Le gouvernement de Nouri el-Maliki vient de demander au parlement irakien de décréter l’état d’urgence. Mais dans l’état de faiblesse où il se trouve, il n’est pas sûr que l’Etat irakien sera en mesure de réagir efficacement. Qualifiant la situation d’«extrêmement sérieuse», les Etats-Unis ont appelé à une «réponse résolue et coordonnée pour repousser l’agression». Mais, si les adversaires potentiels de l’EIIL sont nombreux, ils sont divisés. Le différend pétrolier en cours a pourri les relations entre Irakiens, d’une part, Kurdes et Turcs, d’autre part.
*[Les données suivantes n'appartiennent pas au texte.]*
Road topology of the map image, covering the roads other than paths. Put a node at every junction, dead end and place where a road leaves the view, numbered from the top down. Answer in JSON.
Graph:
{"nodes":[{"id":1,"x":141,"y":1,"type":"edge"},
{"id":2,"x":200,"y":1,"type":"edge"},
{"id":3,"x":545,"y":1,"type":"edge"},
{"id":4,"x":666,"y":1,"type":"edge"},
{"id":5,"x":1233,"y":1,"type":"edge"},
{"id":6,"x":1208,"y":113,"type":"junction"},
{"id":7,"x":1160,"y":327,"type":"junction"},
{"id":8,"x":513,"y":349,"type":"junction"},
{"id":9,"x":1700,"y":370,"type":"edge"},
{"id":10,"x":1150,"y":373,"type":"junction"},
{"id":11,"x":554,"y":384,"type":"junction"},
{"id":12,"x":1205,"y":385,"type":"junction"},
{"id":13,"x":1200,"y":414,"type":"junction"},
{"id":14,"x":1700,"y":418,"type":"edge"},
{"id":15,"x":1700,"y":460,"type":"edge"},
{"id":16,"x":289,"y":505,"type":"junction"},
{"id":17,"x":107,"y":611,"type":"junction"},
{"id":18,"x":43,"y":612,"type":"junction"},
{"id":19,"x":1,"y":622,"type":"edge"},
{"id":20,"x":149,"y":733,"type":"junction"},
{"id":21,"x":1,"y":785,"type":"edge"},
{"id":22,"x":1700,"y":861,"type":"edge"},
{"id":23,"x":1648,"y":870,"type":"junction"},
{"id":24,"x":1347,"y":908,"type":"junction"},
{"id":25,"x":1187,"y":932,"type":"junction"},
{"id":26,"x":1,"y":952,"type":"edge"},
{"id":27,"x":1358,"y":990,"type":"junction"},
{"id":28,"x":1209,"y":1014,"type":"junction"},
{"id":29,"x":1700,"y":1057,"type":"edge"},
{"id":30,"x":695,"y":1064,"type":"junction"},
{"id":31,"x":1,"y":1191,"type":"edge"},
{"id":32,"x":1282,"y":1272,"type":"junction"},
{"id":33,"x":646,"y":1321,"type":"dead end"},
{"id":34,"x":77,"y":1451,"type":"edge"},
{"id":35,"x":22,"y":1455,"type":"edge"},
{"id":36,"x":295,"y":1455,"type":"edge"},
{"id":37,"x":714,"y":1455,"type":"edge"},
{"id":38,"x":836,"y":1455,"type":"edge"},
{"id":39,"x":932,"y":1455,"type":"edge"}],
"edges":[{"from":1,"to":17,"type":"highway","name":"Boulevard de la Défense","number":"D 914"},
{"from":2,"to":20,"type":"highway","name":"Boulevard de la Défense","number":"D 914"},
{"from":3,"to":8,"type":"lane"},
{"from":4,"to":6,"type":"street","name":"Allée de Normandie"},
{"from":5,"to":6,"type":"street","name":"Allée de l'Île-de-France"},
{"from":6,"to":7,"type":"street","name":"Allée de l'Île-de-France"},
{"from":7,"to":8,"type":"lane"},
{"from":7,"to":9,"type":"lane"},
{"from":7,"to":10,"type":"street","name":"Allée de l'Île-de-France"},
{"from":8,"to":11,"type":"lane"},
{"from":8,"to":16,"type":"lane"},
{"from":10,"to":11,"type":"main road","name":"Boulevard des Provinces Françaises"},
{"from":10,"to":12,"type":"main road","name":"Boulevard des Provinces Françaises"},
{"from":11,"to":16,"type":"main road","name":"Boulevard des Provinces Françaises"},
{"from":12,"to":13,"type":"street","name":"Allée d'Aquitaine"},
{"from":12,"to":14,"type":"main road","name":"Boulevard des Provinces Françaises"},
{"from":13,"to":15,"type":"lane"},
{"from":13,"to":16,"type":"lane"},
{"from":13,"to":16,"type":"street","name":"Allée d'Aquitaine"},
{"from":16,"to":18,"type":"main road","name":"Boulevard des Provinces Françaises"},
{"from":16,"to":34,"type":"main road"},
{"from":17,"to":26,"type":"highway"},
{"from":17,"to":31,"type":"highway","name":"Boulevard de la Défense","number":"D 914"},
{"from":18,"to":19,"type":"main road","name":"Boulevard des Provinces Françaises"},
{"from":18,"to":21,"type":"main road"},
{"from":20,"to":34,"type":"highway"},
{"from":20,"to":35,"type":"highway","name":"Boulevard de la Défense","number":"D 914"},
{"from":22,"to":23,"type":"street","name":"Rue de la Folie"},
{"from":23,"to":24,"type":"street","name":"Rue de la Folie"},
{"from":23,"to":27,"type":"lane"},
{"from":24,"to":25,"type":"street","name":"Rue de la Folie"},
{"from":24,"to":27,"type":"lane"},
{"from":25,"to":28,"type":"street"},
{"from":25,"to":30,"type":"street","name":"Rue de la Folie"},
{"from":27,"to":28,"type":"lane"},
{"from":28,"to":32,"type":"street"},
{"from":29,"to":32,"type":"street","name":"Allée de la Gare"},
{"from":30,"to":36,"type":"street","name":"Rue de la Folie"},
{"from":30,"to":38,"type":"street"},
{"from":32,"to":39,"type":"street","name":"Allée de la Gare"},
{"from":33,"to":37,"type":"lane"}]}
En dépit des déclarations récentes d’Hassan Rohani, la convergence turco-iranienne sur le sujet ne sera pas non plus évidente à concrétiser, l’Iran continuant à soutenir Damas alors même que la Turquie souhaite toujours la chute du régime baasiste. La récente dégradation des relations entre Turcs et Kurdes est aussi à prendre en compte dans cette affaire. Si Ankara entretient les meilleurs rapports avec les Kurdes d’Irak, ses relations avec les Kurdes de Turquie sont en train de se dégrader à nouveau. Alors même que le processus de règlement n’a pas abouti l’année passée et qu’il n’a jamais vraiment repris en dépit de visites récentes de parlementaires kurdes sur l’île d’Imralı, des affrontements très durs ont opposé l’armée turque et des manifestants kurdes, le 7 juin, à Lice, dans la province de Diyarbakır, faisant deux morts par balle. Les funérailles de ces victimes, le lendemain, ont vu un nouveau regain de tension, un manifestant étant allé dépendre le drapeau turc qui flottait sur le Deuxième commandement des forces aériennes à Lice. Cette nouvelle péripétie a été fort mal accueillie par les officiels turcs, en particulier par Recep Tayyip Erdoğan, qui a déclaré que l’auteur de cette atteinte au drapeau, «devrait en payer le prix». Pourtant dans les jours qui viennent, dans cette région, la question la plus importante sera de savoir quel drapeau va flotter sur Kirkouk, et même si ce n’est pas le drapeau turc, cela risque d’intéresser Ankara au plus haut point.